El desdeseo
Se me ha ido cayendo, como aceite negro de una aceitera rota, la ambición.
La ambición es la heredad de los ilusos. Hay demasiada insistencia en el mundo y cosmos. El poeta habló del duro deseo de durar. De esta cabal dureza puede decirse que es la piedra de sacrificio en donde nuestro corazón está siendo extirpado. Y aún en el aire continúa latiendo, el muy cabrón. Es así de terco, de cómico, de pretencioso.
Si existe una ética que puede salvarnos es la del desinterés y el desdeseo. Cualquier ideal es un loro; hay que recortarle las tres alas. Y la lengua. La ciudad está toda llena de esos visionarios, podridos de andar soñando. Quieren construir un millón de edificios espejeantes (luego resulta que nadie les alquila los locales). No conocen la palabra decepción, la expresión quedarse quieto.
No sé. Me parece que la cosa no está en crear revoluciones de celular (nunca se sabe de donde vienen), ni en acumular votos electorales, ni siquiera en inventar árboles sintéticos. Lo que de plano nadie ha inventado es la brevedad; ni la versión editada, actualizada, y mejorada de Malthus. Si usted quiere dejarle un mundo mejor a sus hijos entonces no tenga hijos. Punto. Tantas almas subnormales que viven pegadas a las pantallas del fut, bacterialmente. Y esos tibios niños con legañas que se levantan mañaneramente con la ilusión fresca de emoametrallar a sus compañeritos de aula. La barbarie como superávit de la democracia.

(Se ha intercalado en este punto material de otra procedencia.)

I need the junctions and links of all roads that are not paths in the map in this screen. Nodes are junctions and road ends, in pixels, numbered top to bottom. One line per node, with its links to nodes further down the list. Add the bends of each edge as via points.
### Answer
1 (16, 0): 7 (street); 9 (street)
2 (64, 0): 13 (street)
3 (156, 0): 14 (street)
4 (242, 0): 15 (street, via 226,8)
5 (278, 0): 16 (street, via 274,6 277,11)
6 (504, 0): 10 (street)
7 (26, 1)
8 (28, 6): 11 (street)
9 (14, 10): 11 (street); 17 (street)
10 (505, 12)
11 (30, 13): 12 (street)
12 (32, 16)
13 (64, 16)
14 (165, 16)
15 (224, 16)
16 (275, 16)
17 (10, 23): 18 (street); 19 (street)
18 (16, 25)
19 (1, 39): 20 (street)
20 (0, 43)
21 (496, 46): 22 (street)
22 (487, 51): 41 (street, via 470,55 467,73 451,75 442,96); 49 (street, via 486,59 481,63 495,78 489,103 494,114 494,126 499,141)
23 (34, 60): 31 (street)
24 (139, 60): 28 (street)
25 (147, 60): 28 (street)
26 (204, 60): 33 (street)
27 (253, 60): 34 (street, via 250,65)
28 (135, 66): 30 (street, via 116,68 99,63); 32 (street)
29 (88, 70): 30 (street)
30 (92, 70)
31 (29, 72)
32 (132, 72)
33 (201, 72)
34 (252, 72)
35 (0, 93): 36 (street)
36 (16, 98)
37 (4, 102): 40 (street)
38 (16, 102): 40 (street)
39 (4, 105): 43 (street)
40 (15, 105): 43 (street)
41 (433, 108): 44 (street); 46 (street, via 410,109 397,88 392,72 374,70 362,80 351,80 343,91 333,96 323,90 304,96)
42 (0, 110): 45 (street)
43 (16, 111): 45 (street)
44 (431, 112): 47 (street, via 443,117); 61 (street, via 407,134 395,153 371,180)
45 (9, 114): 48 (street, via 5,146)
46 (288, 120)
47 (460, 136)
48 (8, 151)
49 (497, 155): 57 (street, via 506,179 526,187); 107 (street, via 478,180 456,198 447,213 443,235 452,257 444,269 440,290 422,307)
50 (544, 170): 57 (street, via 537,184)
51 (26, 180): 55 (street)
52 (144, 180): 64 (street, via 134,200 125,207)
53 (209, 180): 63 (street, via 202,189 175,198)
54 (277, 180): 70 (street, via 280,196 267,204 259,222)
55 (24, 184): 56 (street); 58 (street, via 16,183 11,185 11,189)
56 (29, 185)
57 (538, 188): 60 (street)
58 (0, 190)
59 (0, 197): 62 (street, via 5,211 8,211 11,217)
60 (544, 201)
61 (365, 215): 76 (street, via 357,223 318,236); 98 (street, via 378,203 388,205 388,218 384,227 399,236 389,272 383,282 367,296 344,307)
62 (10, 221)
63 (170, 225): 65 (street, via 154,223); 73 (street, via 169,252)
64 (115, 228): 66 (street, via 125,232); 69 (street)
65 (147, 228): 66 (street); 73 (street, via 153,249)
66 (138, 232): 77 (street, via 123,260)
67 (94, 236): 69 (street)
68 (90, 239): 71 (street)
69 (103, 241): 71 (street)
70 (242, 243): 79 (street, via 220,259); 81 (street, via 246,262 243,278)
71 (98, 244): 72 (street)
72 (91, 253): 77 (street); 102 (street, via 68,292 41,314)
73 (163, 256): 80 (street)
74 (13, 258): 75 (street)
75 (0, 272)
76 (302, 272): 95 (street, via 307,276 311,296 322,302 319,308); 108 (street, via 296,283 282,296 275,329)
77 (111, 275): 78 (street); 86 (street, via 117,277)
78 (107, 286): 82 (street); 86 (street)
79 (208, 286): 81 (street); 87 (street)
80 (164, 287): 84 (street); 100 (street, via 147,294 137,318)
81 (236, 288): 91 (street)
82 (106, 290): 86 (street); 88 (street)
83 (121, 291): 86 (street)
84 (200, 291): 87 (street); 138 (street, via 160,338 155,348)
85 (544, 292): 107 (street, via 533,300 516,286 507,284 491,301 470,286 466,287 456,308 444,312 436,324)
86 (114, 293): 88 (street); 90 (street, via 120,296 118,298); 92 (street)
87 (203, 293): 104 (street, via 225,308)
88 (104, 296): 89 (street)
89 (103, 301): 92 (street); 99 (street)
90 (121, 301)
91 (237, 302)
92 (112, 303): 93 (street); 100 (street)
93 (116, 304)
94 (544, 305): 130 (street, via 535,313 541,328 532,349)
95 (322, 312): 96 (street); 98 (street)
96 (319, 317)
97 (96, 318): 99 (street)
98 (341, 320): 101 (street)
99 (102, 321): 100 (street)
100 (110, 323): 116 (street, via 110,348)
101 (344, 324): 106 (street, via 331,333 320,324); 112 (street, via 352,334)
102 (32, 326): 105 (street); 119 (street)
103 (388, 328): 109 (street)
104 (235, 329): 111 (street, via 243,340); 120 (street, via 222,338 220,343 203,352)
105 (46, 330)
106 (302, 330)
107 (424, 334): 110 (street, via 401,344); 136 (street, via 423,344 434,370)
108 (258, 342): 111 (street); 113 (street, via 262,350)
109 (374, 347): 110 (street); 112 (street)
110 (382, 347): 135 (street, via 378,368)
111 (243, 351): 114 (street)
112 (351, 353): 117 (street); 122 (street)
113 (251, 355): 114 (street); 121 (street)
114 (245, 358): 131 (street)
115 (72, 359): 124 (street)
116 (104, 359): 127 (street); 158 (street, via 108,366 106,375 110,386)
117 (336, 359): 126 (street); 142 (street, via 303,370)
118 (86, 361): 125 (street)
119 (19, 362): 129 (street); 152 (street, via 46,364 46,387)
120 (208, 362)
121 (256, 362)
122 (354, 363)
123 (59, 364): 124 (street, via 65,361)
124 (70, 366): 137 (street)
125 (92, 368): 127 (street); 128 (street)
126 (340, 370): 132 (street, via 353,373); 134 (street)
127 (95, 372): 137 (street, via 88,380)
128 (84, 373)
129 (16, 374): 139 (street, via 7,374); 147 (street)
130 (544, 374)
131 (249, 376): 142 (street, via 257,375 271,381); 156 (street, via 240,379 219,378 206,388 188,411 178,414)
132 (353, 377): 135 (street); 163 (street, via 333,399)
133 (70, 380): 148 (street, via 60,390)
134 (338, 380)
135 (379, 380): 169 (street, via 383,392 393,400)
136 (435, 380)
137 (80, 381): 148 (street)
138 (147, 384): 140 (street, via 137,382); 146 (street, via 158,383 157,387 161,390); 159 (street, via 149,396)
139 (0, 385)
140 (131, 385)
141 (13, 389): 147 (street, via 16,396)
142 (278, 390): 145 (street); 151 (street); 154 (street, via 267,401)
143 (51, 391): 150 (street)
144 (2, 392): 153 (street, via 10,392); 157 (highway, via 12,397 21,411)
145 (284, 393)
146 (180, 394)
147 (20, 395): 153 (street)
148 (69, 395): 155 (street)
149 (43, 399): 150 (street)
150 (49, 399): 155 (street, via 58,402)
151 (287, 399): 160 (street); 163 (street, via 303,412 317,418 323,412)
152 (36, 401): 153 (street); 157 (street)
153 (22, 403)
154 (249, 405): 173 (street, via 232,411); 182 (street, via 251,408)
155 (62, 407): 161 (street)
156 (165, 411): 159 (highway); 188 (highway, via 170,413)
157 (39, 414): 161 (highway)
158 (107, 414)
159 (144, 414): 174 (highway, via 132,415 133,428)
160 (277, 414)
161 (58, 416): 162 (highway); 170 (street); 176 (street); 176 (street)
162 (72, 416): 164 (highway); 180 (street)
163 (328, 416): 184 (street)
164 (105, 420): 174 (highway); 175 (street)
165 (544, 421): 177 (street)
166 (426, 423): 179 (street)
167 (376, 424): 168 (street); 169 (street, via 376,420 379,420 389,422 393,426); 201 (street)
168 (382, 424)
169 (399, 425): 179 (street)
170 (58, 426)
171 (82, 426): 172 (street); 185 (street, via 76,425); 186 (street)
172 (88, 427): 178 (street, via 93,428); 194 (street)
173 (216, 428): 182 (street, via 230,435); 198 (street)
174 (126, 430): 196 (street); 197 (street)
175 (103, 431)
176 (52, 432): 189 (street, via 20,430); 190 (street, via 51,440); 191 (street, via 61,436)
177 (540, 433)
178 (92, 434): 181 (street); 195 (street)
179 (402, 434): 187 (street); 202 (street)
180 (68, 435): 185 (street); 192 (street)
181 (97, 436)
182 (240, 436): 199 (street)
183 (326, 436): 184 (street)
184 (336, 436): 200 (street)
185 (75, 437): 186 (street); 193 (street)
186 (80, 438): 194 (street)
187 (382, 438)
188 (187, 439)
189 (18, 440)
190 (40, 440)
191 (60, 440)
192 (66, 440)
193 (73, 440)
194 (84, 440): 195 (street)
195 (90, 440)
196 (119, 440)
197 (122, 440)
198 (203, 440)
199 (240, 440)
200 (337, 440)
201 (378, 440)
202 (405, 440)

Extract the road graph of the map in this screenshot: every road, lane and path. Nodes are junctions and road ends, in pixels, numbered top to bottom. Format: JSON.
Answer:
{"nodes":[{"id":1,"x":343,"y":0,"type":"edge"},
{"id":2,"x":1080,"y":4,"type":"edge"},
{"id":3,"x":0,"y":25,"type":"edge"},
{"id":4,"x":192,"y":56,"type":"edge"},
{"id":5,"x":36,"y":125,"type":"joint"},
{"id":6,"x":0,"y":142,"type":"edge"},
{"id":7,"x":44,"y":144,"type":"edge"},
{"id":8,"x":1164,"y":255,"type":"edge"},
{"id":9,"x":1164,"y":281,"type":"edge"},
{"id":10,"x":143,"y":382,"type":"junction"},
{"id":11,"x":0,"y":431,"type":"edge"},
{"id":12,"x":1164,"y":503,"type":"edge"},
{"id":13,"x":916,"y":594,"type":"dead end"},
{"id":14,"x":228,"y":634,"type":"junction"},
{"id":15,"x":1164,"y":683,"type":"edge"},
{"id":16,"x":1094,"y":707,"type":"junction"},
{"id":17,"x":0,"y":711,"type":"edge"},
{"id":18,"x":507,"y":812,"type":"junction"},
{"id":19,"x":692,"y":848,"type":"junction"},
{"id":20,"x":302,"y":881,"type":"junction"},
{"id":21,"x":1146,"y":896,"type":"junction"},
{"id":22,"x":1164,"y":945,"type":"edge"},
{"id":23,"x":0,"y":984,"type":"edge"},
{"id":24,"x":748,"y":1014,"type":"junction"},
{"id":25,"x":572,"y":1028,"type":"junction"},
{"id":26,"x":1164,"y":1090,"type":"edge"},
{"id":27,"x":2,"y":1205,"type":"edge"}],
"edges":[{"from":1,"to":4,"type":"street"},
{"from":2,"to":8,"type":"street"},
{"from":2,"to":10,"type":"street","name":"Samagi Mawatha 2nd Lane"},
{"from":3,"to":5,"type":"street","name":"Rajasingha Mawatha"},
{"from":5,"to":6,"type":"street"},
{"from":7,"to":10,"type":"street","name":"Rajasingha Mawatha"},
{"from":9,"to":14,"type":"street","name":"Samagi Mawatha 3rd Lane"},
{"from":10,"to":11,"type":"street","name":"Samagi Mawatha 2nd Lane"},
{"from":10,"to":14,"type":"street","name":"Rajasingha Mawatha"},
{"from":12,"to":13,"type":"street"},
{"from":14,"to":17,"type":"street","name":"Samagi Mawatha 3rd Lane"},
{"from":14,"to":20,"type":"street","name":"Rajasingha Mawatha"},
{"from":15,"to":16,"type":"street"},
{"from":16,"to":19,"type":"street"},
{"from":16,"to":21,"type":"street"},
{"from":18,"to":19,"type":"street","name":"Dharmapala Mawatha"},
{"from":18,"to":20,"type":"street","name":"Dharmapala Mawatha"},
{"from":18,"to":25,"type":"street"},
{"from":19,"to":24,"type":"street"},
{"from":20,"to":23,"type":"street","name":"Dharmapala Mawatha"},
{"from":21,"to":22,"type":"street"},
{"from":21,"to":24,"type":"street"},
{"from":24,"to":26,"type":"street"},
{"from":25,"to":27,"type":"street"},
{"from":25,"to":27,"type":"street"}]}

A los diecisiete años –edad cuando uno semeja a un concejal, proyectos y proyectos– yo le afirmé a una mi pariente, en tono semibyroniano, que un día iba a ganar el Premio Nóbel de Literatura (me da penita decirlo frente a ustedes). Qué arrebato. Qué vigor. Menos mal que la vida se encargó de despedazarme tanta arrogancia. Es la clase de codicia por las cual uno termina moliendo a golpes de remo a alguien en una lancha en el Mediterráneo, como el talentoso Mr. Ripley. A mí (que no tengo tanto talento) rapidito me hubiera agarrado la tira.